Tempo para a família
Depois desses 20 anos de serviço, nos quais esses Soldados riram, gozaram, sofreram, choraram e deixaram para trás a dezenas de companheiros e amigos, dedicarão seu tempo para suas famílias, as pessoas mais contentes com essa "aposentadoria". São centenas de pais, mães, esposas e filhos que tiveram que apegar-se a orações para pedir que esses Soldados regressassem e conseguissem superar cada dia.
Adriana María Cano Sepúlveda é a esposa de Hugo León López, e diz que não há mulher que seja mais feliz que ela; e reconhece que “ainda restam sequelas porque meu esposo ainda tem pesadelos e se levanta assustado, eu o admiro muito por sua valentia e pelo homem que é. Agora posso desfruta-lo cem por cento, temos muitos planos e sonhos. Graças a Deus que pode regressar são e salvo depois de 20 anos, minhas orações foram escutadas”.


PARA SABER MAIS:

A Carreira de um Soldado Regular Colombiano:
Os Soldados profissionais como William de Jesús Posada e Hugo León López se formaram na Escola de Soldados Profissionais do Exército Nacional.
Uma vez graduados começam a contar os 20 anos para sua inatividade assistida.
Sem dúvidas, dentro dessa instituição se da a oportunidade, nos casos de boas qualificações, de entrar na Escola de Suboficiais (no Brasil: Sargentos), onde os Soldados podem aspirar chegar até a graduação de Sargento Mayor (equivale aos Subtenentes e Suboficiais brasileiros). 
Se a carreira de um militar começa com um curso de oficial, ela lhe da a oportunidade de iniciar como Subtenente (Guarda-Marinha ou Aspirante, no Brasil) e terminar como General.

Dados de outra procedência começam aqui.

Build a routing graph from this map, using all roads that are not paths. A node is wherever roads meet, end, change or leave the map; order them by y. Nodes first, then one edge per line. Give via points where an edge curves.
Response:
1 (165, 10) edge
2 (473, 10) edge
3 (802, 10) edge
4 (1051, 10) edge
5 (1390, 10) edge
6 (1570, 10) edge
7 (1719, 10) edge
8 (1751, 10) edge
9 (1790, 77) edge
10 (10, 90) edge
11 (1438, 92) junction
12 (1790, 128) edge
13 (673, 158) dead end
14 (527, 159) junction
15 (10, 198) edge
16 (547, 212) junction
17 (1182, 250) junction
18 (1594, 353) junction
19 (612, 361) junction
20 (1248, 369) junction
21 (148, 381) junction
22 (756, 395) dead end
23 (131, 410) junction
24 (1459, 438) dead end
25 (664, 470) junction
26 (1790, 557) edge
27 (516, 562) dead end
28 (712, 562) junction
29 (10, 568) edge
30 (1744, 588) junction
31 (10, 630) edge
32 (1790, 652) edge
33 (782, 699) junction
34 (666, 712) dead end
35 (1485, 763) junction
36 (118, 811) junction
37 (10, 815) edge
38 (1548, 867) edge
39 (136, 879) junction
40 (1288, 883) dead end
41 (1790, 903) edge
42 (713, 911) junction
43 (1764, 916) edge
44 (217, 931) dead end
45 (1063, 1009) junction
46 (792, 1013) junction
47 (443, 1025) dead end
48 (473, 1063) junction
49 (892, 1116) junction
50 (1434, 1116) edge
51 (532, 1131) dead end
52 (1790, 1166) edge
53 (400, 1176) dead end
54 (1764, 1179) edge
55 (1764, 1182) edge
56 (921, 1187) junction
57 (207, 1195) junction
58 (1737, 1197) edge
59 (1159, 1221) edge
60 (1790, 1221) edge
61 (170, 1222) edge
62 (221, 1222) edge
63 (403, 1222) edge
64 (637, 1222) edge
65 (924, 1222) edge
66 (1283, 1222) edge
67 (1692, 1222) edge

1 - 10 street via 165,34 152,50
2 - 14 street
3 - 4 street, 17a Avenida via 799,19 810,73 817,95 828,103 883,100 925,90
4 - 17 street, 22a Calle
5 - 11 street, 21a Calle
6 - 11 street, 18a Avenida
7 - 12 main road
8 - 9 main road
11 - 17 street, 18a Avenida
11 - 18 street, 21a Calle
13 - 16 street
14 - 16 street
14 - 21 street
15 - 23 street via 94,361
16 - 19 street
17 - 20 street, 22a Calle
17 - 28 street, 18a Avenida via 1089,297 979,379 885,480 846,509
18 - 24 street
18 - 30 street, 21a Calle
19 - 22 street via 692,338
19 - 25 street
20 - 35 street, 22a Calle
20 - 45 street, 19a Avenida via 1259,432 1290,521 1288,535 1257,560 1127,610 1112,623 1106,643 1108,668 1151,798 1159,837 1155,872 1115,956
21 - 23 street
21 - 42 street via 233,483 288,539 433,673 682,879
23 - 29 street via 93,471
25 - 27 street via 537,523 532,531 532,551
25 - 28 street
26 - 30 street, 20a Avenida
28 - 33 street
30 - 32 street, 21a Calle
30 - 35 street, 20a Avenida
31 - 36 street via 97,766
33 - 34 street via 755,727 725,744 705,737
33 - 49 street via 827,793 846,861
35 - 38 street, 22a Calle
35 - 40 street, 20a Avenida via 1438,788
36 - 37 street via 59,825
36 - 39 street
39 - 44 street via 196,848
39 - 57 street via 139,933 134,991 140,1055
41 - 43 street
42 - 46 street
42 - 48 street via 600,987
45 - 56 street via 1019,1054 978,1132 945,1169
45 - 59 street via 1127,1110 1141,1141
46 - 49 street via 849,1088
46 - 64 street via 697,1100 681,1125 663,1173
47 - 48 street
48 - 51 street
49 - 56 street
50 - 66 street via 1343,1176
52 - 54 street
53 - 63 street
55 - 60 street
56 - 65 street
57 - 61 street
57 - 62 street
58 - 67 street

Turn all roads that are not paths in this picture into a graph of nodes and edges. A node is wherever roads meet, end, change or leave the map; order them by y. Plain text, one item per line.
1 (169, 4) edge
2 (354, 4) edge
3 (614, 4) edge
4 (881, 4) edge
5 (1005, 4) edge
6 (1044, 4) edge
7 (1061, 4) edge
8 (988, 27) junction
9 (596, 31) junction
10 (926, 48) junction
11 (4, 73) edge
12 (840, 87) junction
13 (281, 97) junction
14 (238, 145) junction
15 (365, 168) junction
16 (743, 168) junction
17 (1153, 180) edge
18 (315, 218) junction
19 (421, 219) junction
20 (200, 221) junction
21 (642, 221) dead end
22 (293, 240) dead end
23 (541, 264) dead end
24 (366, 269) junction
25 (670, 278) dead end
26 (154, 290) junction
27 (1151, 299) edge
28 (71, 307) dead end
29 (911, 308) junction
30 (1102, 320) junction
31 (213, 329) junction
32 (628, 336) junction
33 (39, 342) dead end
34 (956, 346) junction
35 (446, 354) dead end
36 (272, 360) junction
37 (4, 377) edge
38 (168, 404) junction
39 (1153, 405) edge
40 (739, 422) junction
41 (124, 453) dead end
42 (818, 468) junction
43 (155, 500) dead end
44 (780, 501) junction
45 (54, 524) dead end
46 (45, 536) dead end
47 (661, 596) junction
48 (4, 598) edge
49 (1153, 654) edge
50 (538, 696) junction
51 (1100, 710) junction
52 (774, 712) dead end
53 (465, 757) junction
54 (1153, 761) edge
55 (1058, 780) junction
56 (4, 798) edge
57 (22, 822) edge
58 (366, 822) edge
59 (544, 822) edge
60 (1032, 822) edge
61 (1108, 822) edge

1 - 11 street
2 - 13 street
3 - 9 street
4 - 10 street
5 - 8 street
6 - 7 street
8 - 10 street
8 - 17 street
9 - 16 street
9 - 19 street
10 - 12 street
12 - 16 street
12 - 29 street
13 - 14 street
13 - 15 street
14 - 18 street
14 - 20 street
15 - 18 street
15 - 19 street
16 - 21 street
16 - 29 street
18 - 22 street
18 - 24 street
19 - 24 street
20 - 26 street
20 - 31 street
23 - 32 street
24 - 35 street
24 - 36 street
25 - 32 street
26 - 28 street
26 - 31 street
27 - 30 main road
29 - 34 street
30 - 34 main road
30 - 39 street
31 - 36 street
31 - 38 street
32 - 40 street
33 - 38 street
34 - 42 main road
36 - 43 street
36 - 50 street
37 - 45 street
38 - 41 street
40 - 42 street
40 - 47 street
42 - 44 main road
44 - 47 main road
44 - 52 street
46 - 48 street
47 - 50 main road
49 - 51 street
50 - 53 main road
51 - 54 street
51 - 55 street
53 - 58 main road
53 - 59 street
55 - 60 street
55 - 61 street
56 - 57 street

Fonte:  tradução livre de El Colombiano
COMENTO: por aqui, o tempo mínimo de permanência no serviço ativo, para passar à inatividade, é de 30 anos de serviço. A não ser nos casos de inaptidão por problemas de saúde surgidos em serviço. É claro que o diferencial colombiano é que são 20 anos sob a tensão de viver em combate durante os 20 anos. Parabéns aos Soldados colombianos que conseguiram sobreviver na luta contra os narco bandoleiros.